Darren Dirksen, A Million and One Miles, oil on panel. Photo by Alicia Chesser.

Wood, bone, metal, earth: these elements are guideposts in Dirksen’s world, as well as the materials he uses to capture what his artist statement calls “my secret roads to secret places,” where it’s possible to “shelter long enough to survive.” How do we live when, as this artist has, we learn we have more time in this brutal and precious world? The Man of a Thousand Generations—born, Dirksen writes, after the last Ice Age, familiar with cycles of upheaval and collapse—walks through the centuries with both death and life as companions; he “observes truths only the perspective of time can reveal.” 

Darren Dirksen, The Man of a Thousand Generations, oil on panel. Photo by Alicia Chesser.

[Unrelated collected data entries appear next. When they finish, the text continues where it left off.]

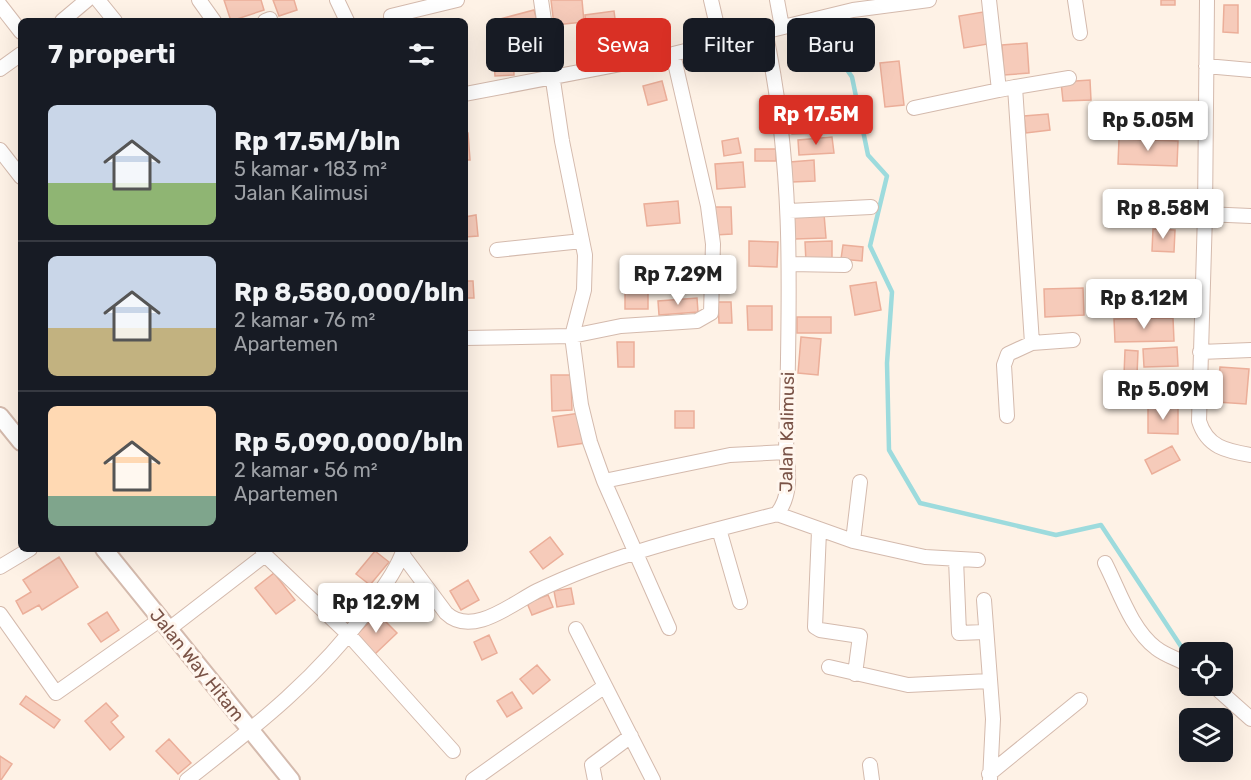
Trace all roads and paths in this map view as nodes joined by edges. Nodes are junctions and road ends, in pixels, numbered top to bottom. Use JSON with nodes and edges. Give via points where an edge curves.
{"nodes":[{"id":1,"x":87,"y":0,"type":"edge"},
{"id":2,"x":98,"y":0,"type":"edge"},
{"id":3,"x":198,"y":0,"type":"edge"},
{"id":4,"x":337,"y":0,"type":"edge"},
{"id":5,"x":457,"y":0,"type":"edge"},
{"id":6,"x":541,"y":0,"type":"edge"},
{"id":7,"x":711,"y":0,"type":"edge"},
{"id":8,"x":777,"y":0,"type":"edge"},
{"id":9,"x":929,"y":0,"type":"edge"},
{"id":10,"x":989,"y":0,"type":"edge"},
{"id":11,"x":1075,"y":0,"type":"edge"},
{"id":12,"x":1207,"y":0,"type":"edge"},
{"id":13,"x":0,"y":5,"type":"edge"},
{"id":14,"x":391,"y":16,"type":"dead end"},
{"id":15,"x":66,"y":18,"type":"edge"},
{"id":16,"x":113,"y":18,"type":"edge"},
{"id":17,"x":212,"y":18,"type":"edge"},
{"id":18,"x":346,"y":18,"type":"edge"},
{"id":19,"x":715,"y":18,"type":"edge"},
{"id":20,"x":782,"y":27,"type":"junction"},
{"id":21,"x":18,"y":28,"type":"edge"},
{"id":22,"x":775,"y":29,"type":"edge"},
{"id":23,"x":1080,"y":33,"type":"dead end"},
{"id":24,"x":683,"y":52,"type":"edge"},
{"id":25,"x":674,"y":54,"type":"junction"},
{"id":26,"x":18,"y":56,"type":"edge"},
{"id":27,"x":1206,"y":66,"type":"junction"},
{"id":28,"x":0,"y":69,"type":"edge"},
{"id":29,"x":1251,"y":70,"type":"edge"},
{"id":30,"x":773,"y":72,"type":"edge"},
{"id":31,"x":553,"y":78,"type":"junction"},
{"id":32,"x":1069,"y":78,"type":"dead end"},
{"id":33,"x":1015,"y":87,"type":"junction"},
{"id":34,"x":999,"y":90,"type":"junction"},
{"id":35,"x":468,"y":93,"type":"edge"},
{"id":36,"x":914,"y":108,"type":"dead end"},
{"id":37,"x":0,"y":150,"type":"edge"},
{"id":38,"x":18,"y":173,"type":"edge"},
{"id":39,"x":871,"y":207,"type":"dead end"},
{"id":40,"x":789,"y":211,"type":"junction"},
{"id":41,"x":1205,"y":214,"type":"junction"},
{"id":42,"x":1251,"y":216,"type":"edge"},
{"id":43,"x":582,"y":241,"type":"junction"},
{"id":44,"x":497,"y":250,"type":"dead end"},
{"id":45,"x":790,"y":264,"type":"junction"},
{"id":46,"x":845,"y":265,"type":"dead end"},
{"id":47,"x":572,"y":336,"type":"junction"},
{"id":48,"x":468,"y":338,"type":"edge"},
{"id":49,"x":1073,"y":340,"type":"dead end"},
{"id":50,"x":1032,"y":343,"type":"junction"},
{"id":51,"x":1251,"y":350,"type":"edge"},
{"id":52,"x":1200,"y":352,"type":"junction"},
{"id":53,"x":0,"y":416,"type":"edge"},
{"id":54,"x":1007,"y":416,"type":"dead end"},
{"id":55,"x":18,"y":438,"type":"edge"},
{"id":56,"x":786,"y":452,"type":"junction"},
{"id":57,"x":1251,"y":455,"type":"edge"},
{"id":58,"x":604,"y":481,"type":"junction"},
{"id":59,"x":860,"y":482,"type":"dead end"},
{"id":60,"x":777,"y":514,"type":"junction"},
{"id":61,"x":719,"y":529,"type":"junction"},
{"id":62,"x":819,"y":531,"type":"junction"},
{"id":63,"x":853,"y":541,"type":"junction"},
{"id":64,"x":25,"y":552,"type":"edge"},
{"id":65,"x":106,"y":552,"type":"edge"},
{"id":66,"x":263,"y":552,"type":"edge"},
{"id":67,"x":403,"y":552,"type":"edge"},
{"id":68,"x":634,"y":553,"type":"junction"},
{"id":69,"x":956,"y":559,"type":"junction"},
{"id":70,"x":978,"y":560,"type":"dead end"},
{"id":71,"x":1105,"y":563,"type":"dead end"},
{"id":72,"x":0,"y":567,"type":"edge"},
{"id":73,"x":984,"y":600,"type":"dead end"},
{"id":74,"x":740,"y":602,"type":"dead end"},
{"id":75,"x":0,"y":614,"type":"edge"},
{"id":76,"x":165,"y":624,"type":"junction"},
{"id":77,"x":669,"y":628,"type":"dead end"},
{"id":78,"x":576,"y":629,"type":"dead end"},
{"id":79,"x":985,"y":632,"type":"junction"},
{"id":80,"x":349,"y":635,"type":"junction"},
{"id":81,"x":1179,"y":661,"type":"edge"},
{"id":82,"x":829,"y":667,"type":"dead end"},
{"id":83,"x":855,"y":674,"type":"junction"},
{"id":84,"x":989,"y":681,"type":"junction"},
{"id":85,"x":605,"y":686,"type":"junction"},
{"id":86,"x":1225,"y":696,"type":"edge"},
{"id":87,"x":1080,"y":700,"type":"dead end"},
{"id":88,"x":1251,"y":719,"type":"edge"},
{"id":89,"x":250,"y":730,"type":"junction"},
{"id":90,"x":631,"y":736,"type":"junction"},
{"id":91,"x":453,"y":751,"type":"dead end"},
{"id":92,"x":870,"y":765,"type":"dead end"},
{"id":93,"x":990,"y":777,"type":"edge"},
{"id":94,"x":187,"y":780,"type":"edge"},
{"id":95,"x":291,"y":780,"type":"edge"},
{"id":96,"x":473,"y":780,"type":"edge"},
{"id":97,"x":594,"y":780,"type":"edge"},
{"id":98,"x":653,"y":780,"type":"edge"},
{"id":99,"x":872,"y":780,"type":"edge"}],
"edges":[{"from":1,"to":15,"type":"street"},
{"from":2,"to":16,"type":"street"},
{"from":3,"to":17,"type":"street"},
{"from":4,"to":18,"type":"street"},
{"from":5,"to":14,"type":"street"},
{"from":6,"to":31,"type":"street"},
{"from":7,"to":19,"type":"street"},
{"from":8,"to":20,"type":"street"},
{"from":9,"to":20,"type":"street","via":[[853,10]]},
{"from":10,"to":34,"type":"street"},
{"from":11,"to":23,"type":"street"},
{"from":12,"to":27,"type":"street"},
{"from":13,"to":21,"type":"street"},
{"from":20,"to":22,"type":"street"},
{"from":24,"to":25,"type":"street"},
{"from":25,"to":31,"type":"street"},
{"from":25,"to":47,"type":"street","via":[[708,206],[711,313],[697,321],[621,327]]},
{"from":26,"to":28,"type":"street"},
{"from":27,"to":29,"type":"street"},
{"from":27,"to":41,"type":"street"},
{"from":30,"to":40,"type":"street","name":"Jalan Kalimusi","via":[[782,120]]},
{"from":31,"to":35,"type":"street"},
{"from":31,"to":43,"type":"street"},
{"from":32,"to":33,"type":"street"},
{"from":33,"to":34,"type":"street"},
{"from":33,"to":50,"type":"street"},
{"from":34,"to":36,"type":"street"},
{"from":37,"to":38,"type":"street"},
{"from":39,"to":40,"type":"street"},
{"from":40,"to":45,"type":"street","name":"Jalan Kalimusi"},
{"from":41,"to":42,"type":"street"},
{"from":41,"to":52,"type":"street"},
{"from":43,"to":44,"type":"street"},
{"from":43,"to":47,"type":"street","via":[[586,271]]},
{"from":45,"to":46,"type":"street"},
{"from":45,"to":56,"type":"street","name":"Jalan Kalimusi"},
{"from":47,"to":48,"type":"street"},
{"from":47,"to":58,"type":"street","via":[[581,405]]},
{"from":49,"to":50,"type":"street"},
{"from":50,"to":54,"type":"street","via":[[1010,352],[1005,359]]},
{"from":51,"to":52,"type":"street"},
{"from":52,"to":57,"type":"street","via":[[1202,433],[1220,449]]},
{"from":53,"to":55,"type":"street"},
{"from":56,"to":58,"type":"street","via":[[730,455]]},
{"from":56,"to":60,"type":"street","name":"Jalan Kalimusi","via":[[787,498]]},
{"from":58,"to":68,"type":"street"},
{"from":59,"to":63,"type":"street"},
{"from":60,"to":61,"type":"street","name":"Jalan Kalimusi"},
{"from":60,"to":62,"type":"street"},
{"from":61,"to":68,"type":"street","name":"Jalan Kalimusi"},
{"from":61,"to":74,"type":"street"},
{"from":62,"to":63,"type":"street"},
{"from":62,"to":83,"type":"street","via":[[815,627],[860,636]]},
{"from":63,"to":69,"type":"street","via":[[925,557]]},
{"from":64,"to":72,"type":"street"},
{"from":65,"to":76,"type":"street","name":"Jalan Way Hitam"},
{"from":66,"to":76,"type":"street"},
{"from":66,"to":80,"type":"street"},
{"from":67,"to":68,"type":"street","name":"Jalan Kalimusi","via":[[447,613],[453,619],[469,622],[490,617],[538,590]]},
{"from":67,"to":80,"type":"street","via":[[386,584]]},
{"from":68,"to":77,"type":"street"},
{"from":69,"to":70,"type":"street"},
{"from":69,"to":79,"type":"street","via":[[959,633]]},
{"from":71,"to":81,"type":"street","via":[[1146,638]]},
{"from":73,"to":79,"type":"street"},
{"from":75,"to":76,"type":"street","via":[[56,693]]},
{"from":76,"to":89,"type":"street","name":"Jalan Way Hitam"},
{"from":78,"to":85,"type":"street"},
{"from":79,"to":84,"type":"street"},
{"from":80,"to":89,"type":"street","via":[[318,671]]},
{"from":80,"to":91,"type":"street"},
{"from":82,"to":83,"type":"street"},
{"from":83,"to":84,"type":"street","via":[[908,685]]},
{"from":84,"to":93,"type":"street","via":[[993,719]]},
{"from":85,"to":90,"type":"street"},
{"from":85,"to":96,"type":"street"},
{"from":86,"to":88,"type":"street"},
{"from":87,"to":93,"type":"street"},
{"from":89,"to":94,"type":"street"},
{"from":89,"to":95,"type":"street","name":"Jalan Way Hitam"},
{"from":90,"to":97,"type":"street","via":[[592,765]]},
{"from":90,"to":98,"type":"street"},
{"from":92,"to":99,"type":"street"}]}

In November Grass, the work that gives this show its name, this perspective reaches a zenith that, if I’m being honest, made my eyes well with tears. We all know this place, somewhere in our own histories: where the coyote skull meets the bright winter-sun-warmed grass, where barbed wire intertwines with trees, encircled by words that help us endure the truth that hunger and hope live together. Dirksen’s persistent, devoted work marks a persistent devotion to the world itself, which his extraordinary paintings hold with clear eyes, wry delight, and the wisdom of experience.